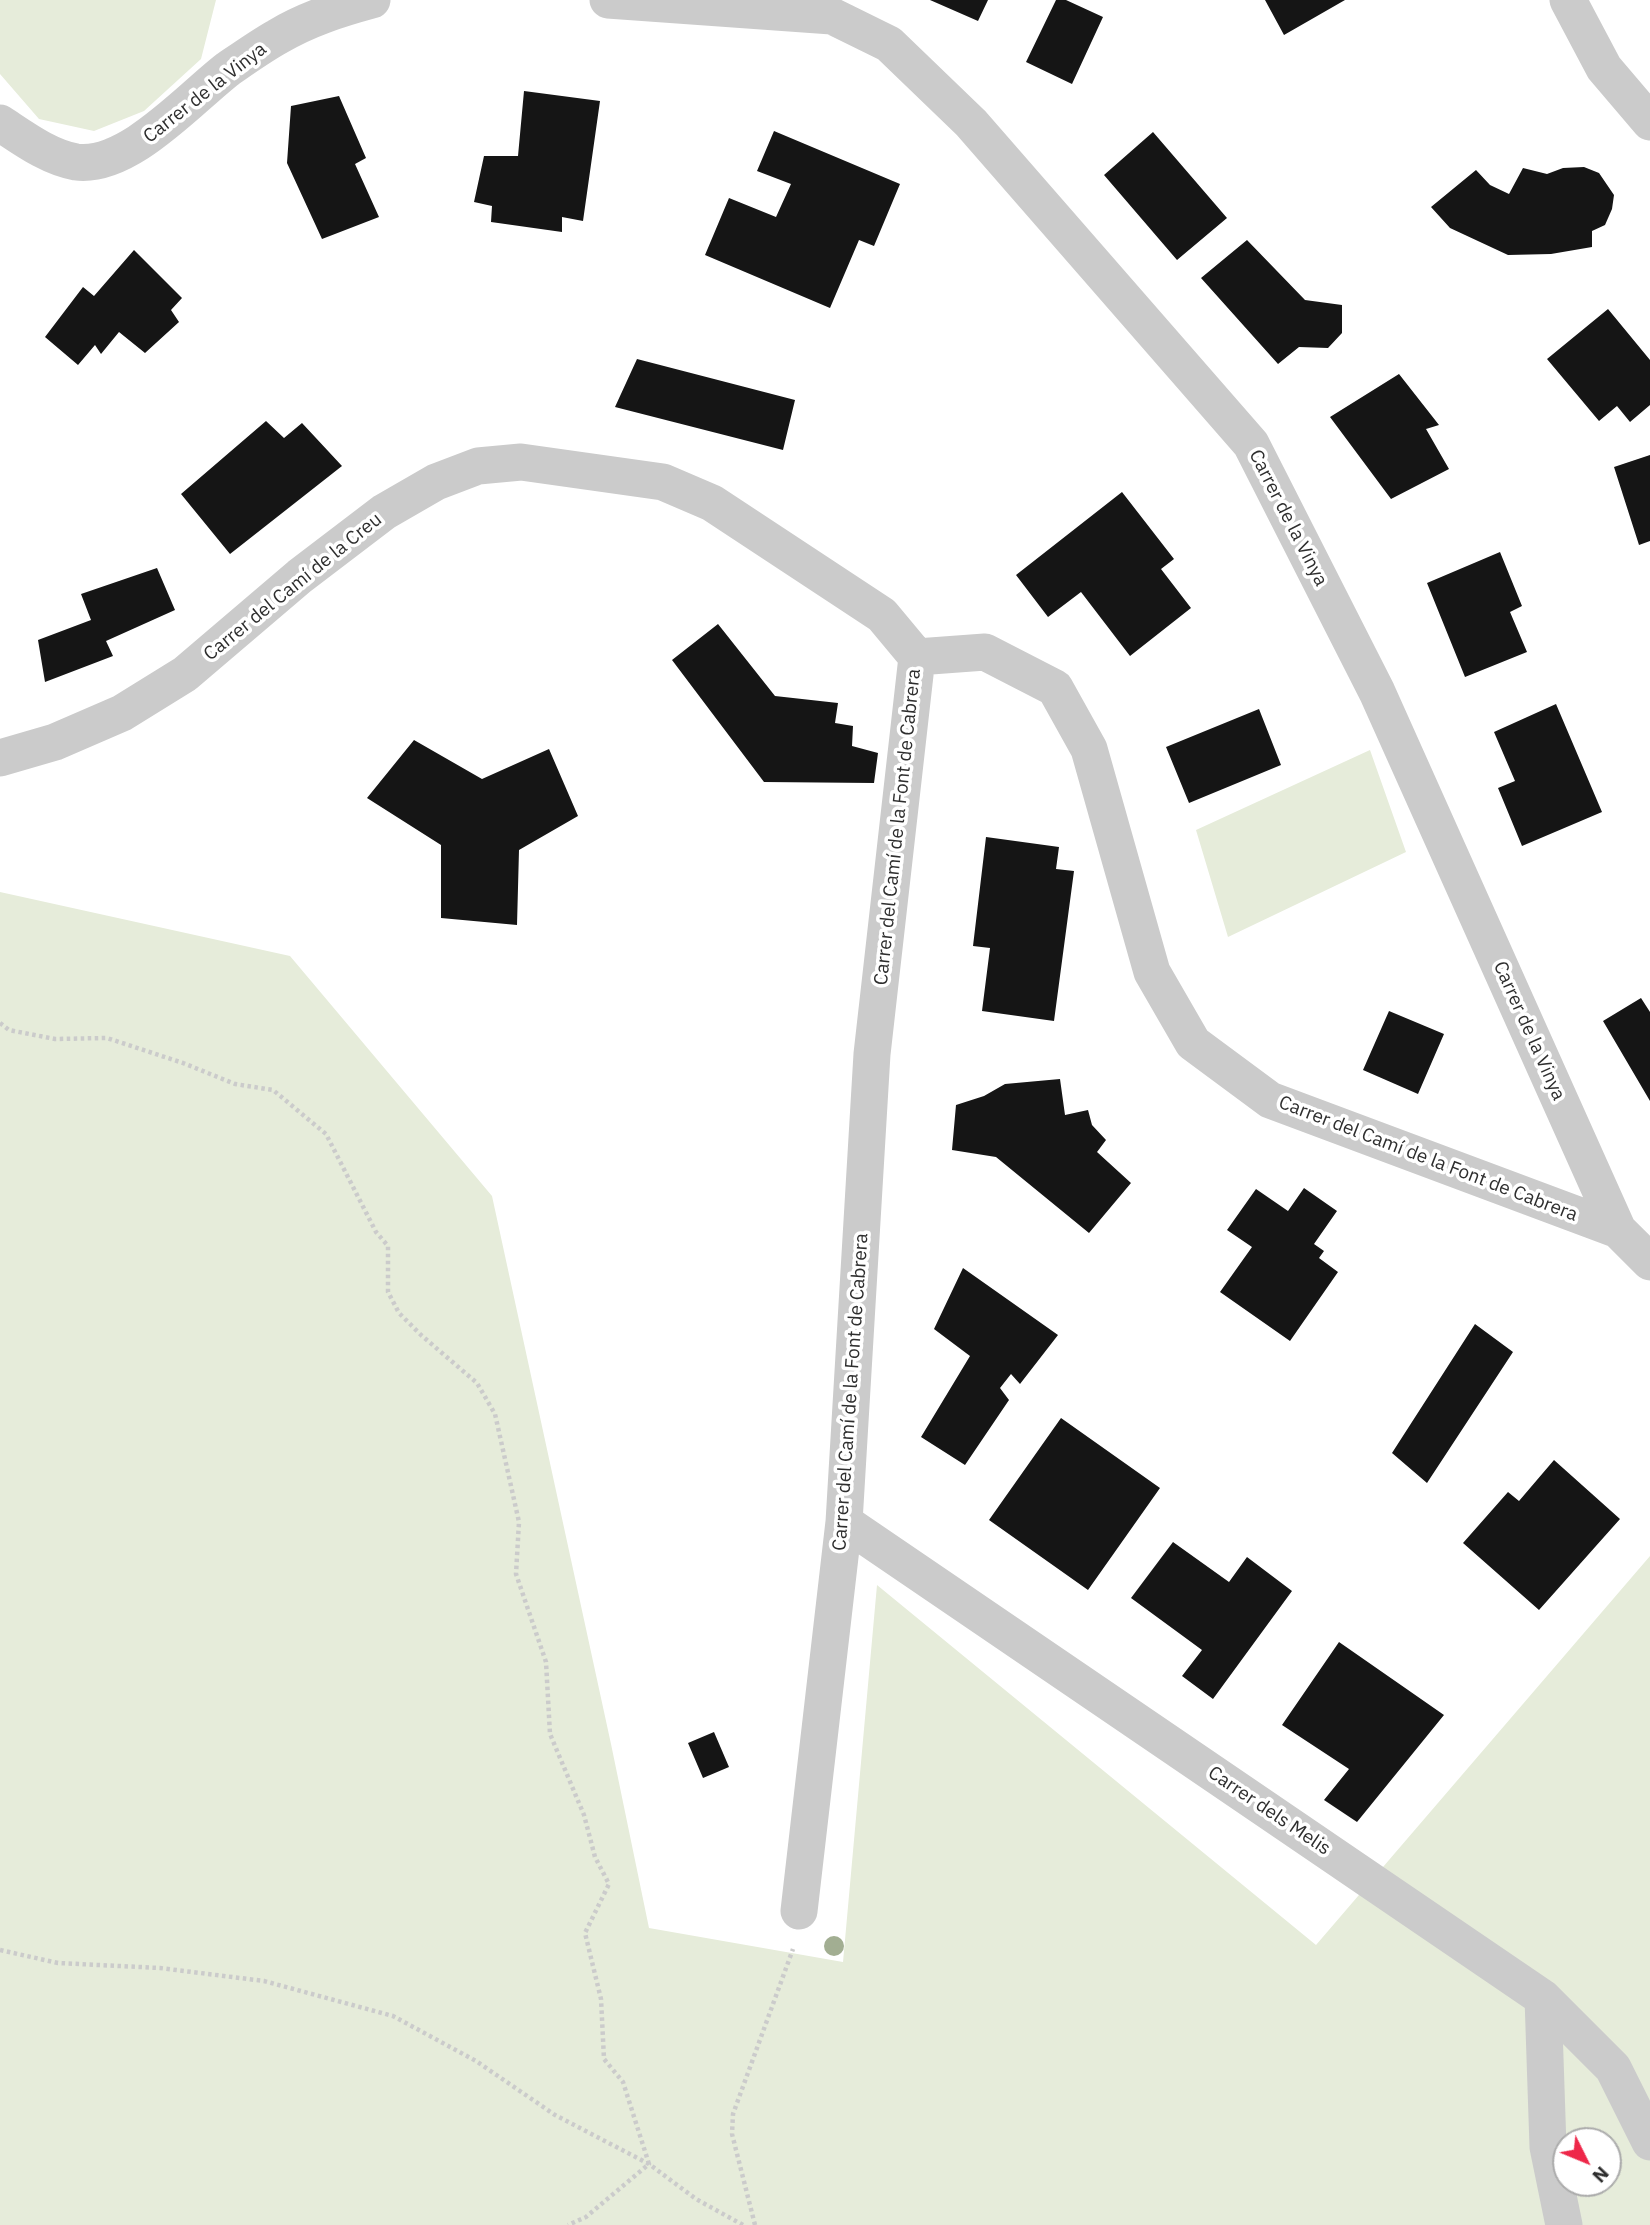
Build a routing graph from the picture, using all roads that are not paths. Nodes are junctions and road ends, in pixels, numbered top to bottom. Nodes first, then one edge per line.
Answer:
1 (372, 0) edge
2 (608, 0) edge
3 (1568, 0) edge
4 (1650, 122) edge
5 (0, 123) edge
6 (917, 657) junction
7 (0, 758) edge
8 (1618, 1230) junction
9 (1650, 1262) edge
10 (844, 1522) junction
11 (799, 1911) road end
12 (1543, 1998) junction
13 (1650, 2142) edge
14 (1564, 2225) edge

1 - 5 street, Carrer de la Vinya
2 - 8 street, Carrer de la Vinya
3 - 4 street
6 - 7 street, Carrer del Camí de la Creu
6 - 8 street, Carrer del Camí de la Font de Cabrera
6 - 10 street, Carrer del Camí de la Font de Cabrera
8 - 9 street, Carrer del Camí de la Font de Cabrera
10 - 11 street, Carrer del Camí de la Font de Cabrera
10 - 12 street, Carrer dels Melis
12 - 13 street, Carrer dels Melis
12 - 14 street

++++++

The task ::
From the first line to the last, retype the material exactly and exclude the pictures.

Task solution ::
Build a routing graph from the picture, using all roads that are not paths. Nodes are junctions and road ends, in pixels, numbered top to bottom. Nodes first, then one edge per line.
Answer:
1 (372, 0) edge
2 (608, 0) edge
3 (1568, 0) edge
4 (1650, 122) edge
5 (0, 123) edge
6 (917, 657) junction
7 (0, 758) edge
8 (1618, 1230) junction
9 (1650, 1262) edge
10 (844, 1522) junction
11 (799, 1911) road end
12 (1543, 1998) junction
13 (1650, 2142) edge
14 (1564, 2225) edge

1 - 5 street, Carrer de la Vinya
2 - 8 street, Carrer de la Vinya
3 - 4 street
6 - 7 street, Carrer del Camí de la Creu
6 - 8 street, Carrer del Camí de la Font de Cabrera
6 - 10 street, Carrer del Camí de la Font de Cabrera
8 - 9 street, Carrer del Camí de la Font de Cabrera
10 - 11 street, Carrer del Camí de la Font de Cabrera
10 - 12 street, Carrer dels Melis
12 - 13 street, Carrer dels Melis
12 - 14 street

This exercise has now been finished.